» Dataset entries:
..........

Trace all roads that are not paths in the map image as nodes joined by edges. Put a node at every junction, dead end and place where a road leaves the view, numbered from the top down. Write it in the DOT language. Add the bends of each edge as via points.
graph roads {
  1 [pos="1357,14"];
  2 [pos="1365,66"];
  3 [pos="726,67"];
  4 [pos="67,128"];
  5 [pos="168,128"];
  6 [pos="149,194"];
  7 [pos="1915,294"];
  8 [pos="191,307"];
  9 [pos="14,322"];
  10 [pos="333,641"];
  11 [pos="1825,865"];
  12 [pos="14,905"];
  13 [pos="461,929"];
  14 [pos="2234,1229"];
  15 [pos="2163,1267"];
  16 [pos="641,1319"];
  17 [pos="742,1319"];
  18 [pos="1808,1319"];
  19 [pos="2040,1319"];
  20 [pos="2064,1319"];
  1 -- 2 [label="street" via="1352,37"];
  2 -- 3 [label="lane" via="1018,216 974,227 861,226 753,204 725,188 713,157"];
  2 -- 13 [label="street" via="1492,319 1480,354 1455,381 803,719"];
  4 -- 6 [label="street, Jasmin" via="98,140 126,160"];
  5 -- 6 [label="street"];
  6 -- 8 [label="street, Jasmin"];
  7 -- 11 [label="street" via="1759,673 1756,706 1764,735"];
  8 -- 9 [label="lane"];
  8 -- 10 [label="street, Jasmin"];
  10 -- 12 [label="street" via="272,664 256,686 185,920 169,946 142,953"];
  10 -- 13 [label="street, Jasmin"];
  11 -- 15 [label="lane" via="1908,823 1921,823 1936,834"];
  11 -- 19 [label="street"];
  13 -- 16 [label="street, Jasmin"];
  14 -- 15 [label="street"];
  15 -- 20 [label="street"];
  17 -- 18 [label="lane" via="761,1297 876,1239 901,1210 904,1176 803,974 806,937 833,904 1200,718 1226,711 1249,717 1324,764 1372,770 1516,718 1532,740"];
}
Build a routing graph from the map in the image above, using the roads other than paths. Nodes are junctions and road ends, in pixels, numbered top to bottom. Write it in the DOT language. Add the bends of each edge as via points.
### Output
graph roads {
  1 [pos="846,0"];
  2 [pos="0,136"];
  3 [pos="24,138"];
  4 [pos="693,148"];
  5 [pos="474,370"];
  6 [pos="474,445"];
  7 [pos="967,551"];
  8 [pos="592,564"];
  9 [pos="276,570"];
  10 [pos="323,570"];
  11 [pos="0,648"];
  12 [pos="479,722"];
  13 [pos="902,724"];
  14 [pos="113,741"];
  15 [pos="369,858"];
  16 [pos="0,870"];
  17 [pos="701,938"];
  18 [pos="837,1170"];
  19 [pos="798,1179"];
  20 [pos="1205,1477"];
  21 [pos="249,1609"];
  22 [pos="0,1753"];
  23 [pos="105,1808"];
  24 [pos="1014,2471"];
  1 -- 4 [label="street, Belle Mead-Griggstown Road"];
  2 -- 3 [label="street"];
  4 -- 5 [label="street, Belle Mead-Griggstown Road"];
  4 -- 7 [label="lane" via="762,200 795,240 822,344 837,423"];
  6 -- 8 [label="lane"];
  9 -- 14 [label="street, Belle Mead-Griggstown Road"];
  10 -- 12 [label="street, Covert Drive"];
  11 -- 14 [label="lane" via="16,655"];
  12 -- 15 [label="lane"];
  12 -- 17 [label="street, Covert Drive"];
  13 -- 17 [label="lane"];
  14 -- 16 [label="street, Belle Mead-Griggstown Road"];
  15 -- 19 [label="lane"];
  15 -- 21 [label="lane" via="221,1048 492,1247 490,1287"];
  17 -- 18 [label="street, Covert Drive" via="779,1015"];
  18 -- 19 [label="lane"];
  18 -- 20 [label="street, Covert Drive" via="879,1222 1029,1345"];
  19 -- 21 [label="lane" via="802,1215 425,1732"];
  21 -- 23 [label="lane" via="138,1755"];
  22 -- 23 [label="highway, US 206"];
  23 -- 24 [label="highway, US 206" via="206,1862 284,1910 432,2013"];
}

..........

» Work to complete: Write every record above out again exactly as it stands.

» Response to the exercise:
Trace all roads that are not paths in the map image as nodes joined by edges. Put a node at every junction, dead end and place where a road leaves the view, numbered from the top down. Write it in the DOT language. Add the bends of each edge as via points.
graph roads {
  1 [pos="1357,14"];
  2 [pos="1365,66"];
  3 [pos="726,67"];
  4 [pos="67,128"];
  5 [pos="168,128"];
  6 [pos="149,194"];
  7 [pos="1915,294"];
  8 [pos="191,307"];
  9 [pos="14,322"];
  10 [pos="333,641"];
  11 [pos="1825,865"];
  12 [pos="14,905"];
  13 [pos="461,929"];
  14 [pos="2234,1229"];
  15 [pos="2163,1267"];
  16 [pos="641,1319"];
  17 [pos="742,1319"];
  18 [pos="1808,1319"];
  19 [pos="2040,1319"];
  20 [pos="2064,1319"];
  1 -- 2 [label="street" via="1352,37"];
  2 -- 3 [label="lane" via="1018,216 974,227 861,226 753,204 725,188 713,157"];
  2 -- 13 [label="street" via="1492,319 1480,354 1455,381 803,719"];
  4 -- 6 [label="street, Jasmin" via="98,140 126,160"];
  5 -- 6 [label="street"];
  6 -- 8 [label="street, Jasmin"];
  7 -- 11 [label="street" via="1759,673 1756,706 1764,735"];
  8 -- 9 [label="lane"];
  8 -- 10 [label="street, Jasmin"];
  10 -- 12 [label="street" via="272,664 256,686 185,920 169,946 142,953"];
  10 -- 13 [label="street, Jasmin"];
  11 -- 15 [label="lane" via="1908,823 1921,823 1936,834"];
  11 -- 19 [label="street"];
  13 -- 16 [label="street, Jasmin"];
  14 -- 15 [label="street"];
  15 -- 20 [label="street"];
  17 -- 18 [label="lane" via="761,1297 876,1239 901,1210 904,1176 803,974 806,937 833,904 1200,718 1226,711 1249,717 1324,764 1372,770 1516,718 1532,740"];
}
Build a routing graph from the map in the image above, using the roads other than paths. Nodes are junctions and road ends, in pixels, numbered top to bottom. Write it in the DOT language. Add the bends of each edge as via points.
### Output
graph roads {
  1 [pos="846,0"];
  2 [pos="0,136"];
  3 [pos="24,138"];
  4 [pos="693,148"];
  5 [pos="474,370"];
  6 [pos="474,445"];
  7 [pos="967,551"];
  8 [pos="592,564"];
  9 [pos="276,570"];
  10 [pos="323,570"];
  11 [pos="0,648"];
  12 [pos="479,722"];
  13 [pos="902,724"];
  14 [pos="113,741"];
  15 [pos="369,858"];
  16 [pos="0,870"];
  17 [pos="701,938"];
  18 [pos="837,1170"];
  19 [pos="798,1179"];
  20 [pos="1205,1477"];
  21 [pos="249,1609"];
  22 [pos="0,1753"];
  23 [pos="105,1808"];
  24 [pos="1014,2471"];
  1 -- 4 [label="street, Belle Mead-Griggstown Road"];
  2 -- 3 [label="street"];
  4 -- 5 [label="street, Belle Mead-Griggstown Road"];
  4 -- 7 [label="lane" via="762,200 795,240 822,344 837,423"];
  6 -- 8 [label="lane"];
  9 -- 14 [label="street, Belle Mead-Griggstown Road"];
  10 -- 12 [label="street, Covert Drive"];
  11 -- 14 [label="lane" via="16,655"];
  12 -- 15 [label="lane"];
  12 -- 17 [label="street, Covert Drive"];
  13 -- 17 [label="lane"];
  14 -- 16 [label="street, Belle Mead-Griggstown Road"];
  15 -- 19 [label="lane"];
  15 -- 21 [label="lane" via="221,1048 492,1247 490,1287"];
  17 -- 18 [label="street, Covert Drive" via="779,1015"];
  18 -- 19 [label="lane"];
  18 -- 20 [label="street, Covert Drive" via="879,1222 1029,1345"];
  19 -- 21 [label="lane" via="802,1215 425,1732"];
  21 -- 23 [label="lane" via="138,1755"];
  22 -- 23 [label="highway, US 206"];
  23 -- 24 [label="highway, US 206" via="206,1862 284,1910 432,2013"];
}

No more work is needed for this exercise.